Examples of types of projects in scope

The Program welcomes projects that involve analyses, improvements and innovations in areas that include (but are not limited to):


Development of new tools for web harvesting, web archive curation and use

Examples:

●     Scoping crawls, analysis of website archivability      

●     Capturing web content difficult to harvest via traditional crawling (rich media, database-driven features, dynamically generated content, changing URIs)

●     Automated QA analysis of harvests

●     Automated metadata extraction/generation

●     Data mining of web archives

●     Data visualization in web archives

●     New APIs for analysis or discovery of web archives

●     Browser extensions for harvesting websites on demand                  


Improvement/extension of existing web platforms in collaboration with publishers/developers to support archiving

Examples:  

●     WordPress plugin for archiving

●     Drupal optimization for archiving                   

●     Solr 4 optimization for indexing contents of .warc files, improving full-text search relevance, result clustering, multi-language support

●     APIs (i.e. Twitter)

●     Browser configuration to improve navigation of archived websites (i.e. Chrome)

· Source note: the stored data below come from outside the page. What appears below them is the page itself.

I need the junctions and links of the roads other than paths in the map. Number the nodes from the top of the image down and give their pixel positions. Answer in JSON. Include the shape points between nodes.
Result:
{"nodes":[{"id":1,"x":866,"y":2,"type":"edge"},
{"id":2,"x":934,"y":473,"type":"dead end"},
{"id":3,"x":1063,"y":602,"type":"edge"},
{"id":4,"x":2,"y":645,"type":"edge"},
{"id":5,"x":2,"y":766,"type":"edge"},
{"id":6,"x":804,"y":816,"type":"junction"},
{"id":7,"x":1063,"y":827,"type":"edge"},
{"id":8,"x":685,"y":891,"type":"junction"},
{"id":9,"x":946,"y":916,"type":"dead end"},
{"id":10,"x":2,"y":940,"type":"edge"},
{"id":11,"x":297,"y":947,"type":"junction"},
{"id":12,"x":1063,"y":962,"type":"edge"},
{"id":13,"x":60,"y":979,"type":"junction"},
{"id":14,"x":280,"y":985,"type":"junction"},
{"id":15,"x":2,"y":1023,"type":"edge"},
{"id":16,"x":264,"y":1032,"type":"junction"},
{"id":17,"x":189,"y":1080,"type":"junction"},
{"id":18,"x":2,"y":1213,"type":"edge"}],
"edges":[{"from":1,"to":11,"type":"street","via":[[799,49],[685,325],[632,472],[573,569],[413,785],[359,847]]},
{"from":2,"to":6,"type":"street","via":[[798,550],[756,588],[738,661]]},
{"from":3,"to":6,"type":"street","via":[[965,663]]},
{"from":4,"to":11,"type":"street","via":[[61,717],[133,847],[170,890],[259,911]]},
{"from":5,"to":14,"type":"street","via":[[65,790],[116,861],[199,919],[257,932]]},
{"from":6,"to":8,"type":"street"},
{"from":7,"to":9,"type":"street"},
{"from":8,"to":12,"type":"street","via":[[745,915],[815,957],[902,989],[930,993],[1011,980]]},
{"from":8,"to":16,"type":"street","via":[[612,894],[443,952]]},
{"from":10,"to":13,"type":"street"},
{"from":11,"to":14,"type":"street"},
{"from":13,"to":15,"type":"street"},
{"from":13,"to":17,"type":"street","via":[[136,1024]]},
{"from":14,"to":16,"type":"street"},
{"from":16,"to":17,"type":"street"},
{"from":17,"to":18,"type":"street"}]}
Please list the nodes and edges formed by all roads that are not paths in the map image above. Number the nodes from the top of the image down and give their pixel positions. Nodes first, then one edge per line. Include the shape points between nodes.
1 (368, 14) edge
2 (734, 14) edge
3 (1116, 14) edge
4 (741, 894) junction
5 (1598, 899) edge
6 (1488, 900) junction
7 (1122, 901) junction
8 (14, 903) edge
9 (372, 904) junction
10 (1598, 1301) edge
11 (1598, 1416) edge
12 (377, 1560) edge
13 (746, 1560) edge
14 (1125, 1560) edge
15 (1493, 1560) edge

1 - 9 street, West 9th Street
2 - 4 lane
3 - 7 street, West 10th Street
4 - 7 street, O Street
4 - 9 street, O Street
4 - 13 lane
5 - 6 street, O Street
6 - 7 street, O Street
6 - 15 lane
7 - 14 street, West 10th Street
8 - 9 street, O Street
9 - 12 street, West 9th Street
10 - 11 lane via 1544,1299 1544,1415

●     Promoting native compliance with Memento 

●     Integration of discovery services (such as widely adopted metasearch products)

  

Improvement/extension or innovative implementation of existing web archiving tools/services

Examples:

●     Memento

●     SiteStory

●     WAIL                

●     WebCite

●     ArchiveReady


Packaging/bundling of existing tools to assist creation, or use of web archives

Examples:

●     Supplementing crawlers with headless browsers or modules for capturing special content, e.g. streaming media

●     Providing a suite of data mining and/or data visualization options

A wide diversity of proposals within the projects in scope is being sought.  Projects must focus on automated tools and provide thorough documentation of expected behavior of the tools.  Preference will be given to projects that will modularly extend an existing tool, produce a fully functional tool, demo site or working prototype.  When appropriate the creation of a full technical specification will be considered a final deliverable (an accompanying product specification is desired but secondary).